→ **What is expected**
Your reply should be made up of every line in the records below that holds the string "adjacency".

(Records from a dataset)
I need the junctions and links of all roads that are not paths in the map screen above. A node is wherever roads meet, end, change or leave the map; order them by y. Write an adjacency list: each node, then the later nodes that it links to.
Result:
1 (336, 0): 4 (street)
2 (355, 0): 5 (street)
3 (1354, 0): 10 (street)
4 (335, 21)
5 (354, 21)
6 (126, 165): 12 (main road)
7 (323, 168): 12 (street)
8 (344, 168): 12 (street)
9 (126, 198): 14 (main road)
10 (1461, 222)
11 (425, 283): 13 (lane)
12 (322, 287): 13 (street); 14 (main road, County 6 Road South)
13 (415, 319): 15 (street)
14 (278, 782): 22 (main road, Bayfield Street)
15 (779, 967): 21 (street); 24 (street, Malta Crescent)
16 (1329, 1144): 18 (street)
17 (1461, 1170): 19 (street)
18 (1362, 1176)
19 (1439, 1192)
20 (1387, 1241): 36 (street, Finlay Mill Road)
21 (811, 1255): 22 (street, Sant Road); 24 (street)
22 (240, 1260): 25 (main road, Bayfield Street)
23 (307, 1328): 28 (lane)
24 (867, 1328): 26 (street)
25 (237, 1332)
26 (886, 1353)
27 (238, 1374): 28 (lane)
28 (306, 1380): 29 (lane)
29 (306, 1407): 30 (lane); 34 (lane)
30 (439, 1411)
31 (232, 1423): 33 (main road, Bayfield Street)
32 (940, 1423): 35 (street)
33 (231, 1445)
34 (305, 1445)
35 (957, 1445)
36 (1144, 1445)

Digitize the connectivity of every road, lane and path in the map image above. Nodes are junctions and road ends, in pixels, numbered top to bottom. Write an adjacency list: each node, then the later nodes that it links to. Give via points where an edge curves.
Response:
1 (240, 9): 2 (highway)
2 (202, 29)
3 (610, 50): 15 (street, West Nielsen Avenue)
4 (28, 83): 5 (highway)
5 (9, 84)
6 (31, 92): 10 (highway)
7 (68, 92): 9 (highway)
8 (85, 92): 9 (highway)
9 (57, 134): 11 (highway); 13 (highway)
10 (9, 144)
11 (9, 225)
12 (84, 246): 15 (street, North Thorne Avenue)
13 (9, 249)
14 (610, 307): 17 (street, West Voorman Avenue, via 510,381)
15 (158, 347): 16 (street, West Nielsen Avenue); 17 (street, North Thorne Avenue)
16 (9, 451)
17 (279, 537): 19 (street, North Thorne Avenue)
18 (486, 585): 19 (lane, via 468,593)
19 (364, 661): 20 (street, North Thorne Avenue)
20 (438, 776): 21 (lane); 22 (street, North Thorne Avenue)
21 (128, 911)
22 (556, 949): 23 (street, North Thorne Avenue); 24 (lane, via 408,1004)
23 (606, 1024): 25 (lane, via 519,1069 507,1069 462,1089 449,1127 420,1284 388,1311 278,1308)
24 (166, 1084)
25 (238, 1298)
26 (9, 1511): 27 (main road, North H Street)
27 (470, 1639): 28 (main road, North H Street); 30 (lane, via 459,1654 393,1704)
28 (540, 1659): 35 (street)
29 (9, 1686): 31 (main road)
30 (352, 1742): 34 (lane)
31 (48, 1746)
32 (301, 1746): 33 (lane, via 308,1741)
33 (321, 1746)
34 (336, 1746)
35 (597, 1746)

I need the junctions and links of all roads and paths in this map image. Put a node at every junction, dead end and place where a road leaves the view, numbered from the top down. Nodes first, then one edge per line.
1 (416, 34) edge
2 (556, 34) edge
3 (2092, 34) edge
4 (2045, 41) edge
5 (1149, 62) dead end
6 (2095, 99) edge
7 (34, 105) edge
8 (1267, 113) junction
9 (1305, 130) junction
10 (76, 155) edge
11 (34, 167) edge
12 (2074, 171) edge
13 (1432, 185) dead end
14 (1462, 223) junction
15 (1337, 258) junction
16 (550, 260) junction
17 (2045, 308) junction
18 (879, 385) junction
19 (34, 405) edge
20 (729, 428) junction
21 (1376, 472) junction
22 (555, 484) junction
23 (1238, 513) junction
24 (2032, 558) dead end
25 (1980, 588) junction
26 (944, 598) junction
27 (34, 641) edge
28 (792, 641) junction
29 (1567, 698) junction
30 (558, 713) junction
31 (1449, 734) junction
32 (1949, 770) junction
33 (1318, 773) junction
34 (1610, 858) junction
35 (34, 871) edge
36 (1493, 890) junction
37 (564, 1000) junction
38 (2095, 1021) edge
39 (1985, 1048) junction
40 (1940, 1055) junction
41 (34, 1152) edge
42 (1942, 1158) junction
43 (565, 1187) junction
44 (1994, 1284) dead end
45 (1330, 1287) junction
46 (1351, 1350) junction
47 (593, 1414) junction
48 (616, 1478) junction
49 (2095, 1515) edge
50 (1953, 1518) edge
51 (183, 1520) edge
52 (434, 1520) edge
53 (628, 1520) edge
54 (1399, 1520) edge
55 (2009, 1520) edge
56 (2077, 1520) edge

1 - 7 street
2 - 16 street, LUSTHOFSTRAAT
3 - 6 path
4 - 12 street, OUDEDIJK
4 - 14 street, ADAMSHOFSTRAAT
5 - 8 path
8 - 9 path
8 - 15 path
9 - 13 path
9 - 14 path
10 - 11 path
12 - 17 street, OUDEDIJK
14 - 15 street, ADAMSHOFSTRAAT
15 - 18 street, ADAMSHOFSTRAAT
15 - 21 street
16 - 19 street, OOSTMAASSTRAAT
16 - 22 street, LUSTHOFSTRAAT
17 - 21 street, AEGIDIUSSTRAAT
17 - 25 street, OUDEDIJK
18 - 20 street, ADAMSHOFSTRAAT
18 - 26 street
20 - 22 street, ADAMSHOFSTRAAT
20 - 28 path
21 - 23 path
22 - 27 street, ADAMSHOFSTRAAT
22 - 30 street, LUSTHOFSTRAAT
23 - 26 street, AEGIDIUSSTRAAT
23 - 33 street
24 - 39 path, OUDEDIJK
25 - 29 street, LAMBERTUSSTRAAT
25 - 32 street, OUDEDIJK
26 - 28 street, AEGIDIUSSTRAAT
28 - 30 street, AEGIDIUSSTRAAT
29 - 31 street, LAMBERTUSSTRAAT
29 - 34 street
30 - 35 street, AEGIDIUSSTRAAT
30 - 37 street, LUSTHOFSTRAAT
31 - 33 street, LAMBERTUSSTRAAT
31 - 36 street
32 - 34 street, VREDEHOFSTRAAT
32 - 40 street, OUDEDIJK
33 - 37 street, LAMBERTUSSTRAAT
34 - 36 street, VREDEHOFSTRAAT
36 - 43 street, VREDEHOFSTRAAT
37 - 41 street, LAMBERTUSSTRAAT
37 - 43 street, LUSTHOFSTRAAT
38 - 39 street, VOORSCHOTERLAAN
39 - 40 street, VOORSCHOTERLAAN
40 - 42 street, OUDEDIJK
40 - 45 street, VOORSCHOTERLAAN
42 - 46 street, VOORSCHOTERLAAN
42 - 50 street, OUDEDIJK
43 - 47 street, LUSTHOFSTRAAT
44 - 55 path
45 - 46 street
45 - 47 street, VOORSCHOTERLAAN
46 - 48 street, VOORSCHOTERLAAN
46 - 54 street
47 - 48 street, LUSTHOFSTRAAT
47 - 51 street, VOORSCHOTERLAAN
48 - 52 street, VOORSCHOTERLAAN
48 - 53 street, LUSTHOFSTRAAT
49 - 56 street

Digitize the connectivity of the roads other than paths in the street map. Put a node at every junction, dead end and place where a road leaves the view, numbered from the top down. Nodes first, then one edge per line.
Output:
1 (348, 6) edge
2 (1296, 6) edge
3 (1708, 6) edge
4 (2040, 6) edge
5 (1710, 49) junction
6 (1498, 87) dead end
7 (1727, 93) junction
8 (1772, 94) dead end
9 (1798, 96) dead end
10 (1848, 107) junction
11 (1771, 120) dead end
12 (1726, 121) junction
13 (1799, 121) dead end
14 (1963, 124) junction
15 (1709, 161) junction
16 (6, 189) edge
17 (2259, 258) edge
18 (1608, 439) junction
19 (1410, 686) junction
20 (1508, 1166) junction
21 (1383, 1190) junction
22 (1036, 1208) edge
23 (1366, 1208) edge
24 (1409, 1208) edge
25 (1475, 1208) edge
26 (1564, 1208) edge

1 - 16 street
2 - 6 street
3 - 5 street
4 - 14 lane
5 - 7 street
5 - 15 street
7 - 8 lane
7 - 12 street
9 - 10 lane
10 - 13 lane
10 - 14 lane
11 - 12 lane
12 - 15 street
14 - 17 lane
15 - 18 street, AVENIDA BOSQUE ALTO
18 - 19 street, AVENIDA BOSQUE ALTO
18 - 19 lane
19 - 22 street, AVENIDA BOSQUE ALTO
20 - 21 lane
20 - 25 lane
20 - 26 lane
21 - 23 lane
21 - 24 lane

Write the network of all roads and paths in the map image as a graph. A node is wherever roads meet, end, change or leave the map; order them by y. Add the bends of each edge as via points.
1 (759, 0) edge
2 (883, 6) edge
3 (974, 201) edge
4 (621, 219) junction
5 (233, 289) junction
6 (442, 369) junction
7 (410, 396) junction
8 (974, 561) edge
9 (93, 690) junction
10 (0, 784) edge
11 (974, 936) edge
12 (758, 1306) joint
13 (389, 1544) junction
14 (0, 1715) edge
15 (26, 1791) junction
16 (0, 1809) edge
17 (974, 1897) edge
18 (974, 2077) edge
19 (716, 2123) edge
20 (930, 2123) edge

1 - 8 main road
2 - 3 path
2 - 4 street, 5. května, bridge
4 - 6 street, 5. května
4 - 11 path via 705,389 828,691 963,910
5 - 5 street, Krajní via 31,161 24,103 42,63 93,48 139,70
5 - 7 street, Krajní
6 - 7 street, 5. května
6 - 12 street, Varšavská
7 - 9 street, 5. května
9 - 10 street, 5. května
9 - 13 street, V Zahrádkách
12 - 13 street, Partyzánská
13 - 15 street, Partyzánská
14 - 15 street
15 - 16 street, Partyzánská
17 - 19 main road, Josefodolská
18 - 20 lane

→ **Answer for this exercise**
I need the junctions and links of all roads that are not paths in the map screen above. A node is wherever roads meet, end, change or leave the map; order them by y. Write an adjacency list: each node, then the later nodes that it links to.
Digitize the connectivity of every road, lane and path in the map image above. Nodes are junctions and road ends, in pixels, numbered top to bottom. Write an adjacency list: each node, then the later nodes that it links to. Give via points where an edge curves.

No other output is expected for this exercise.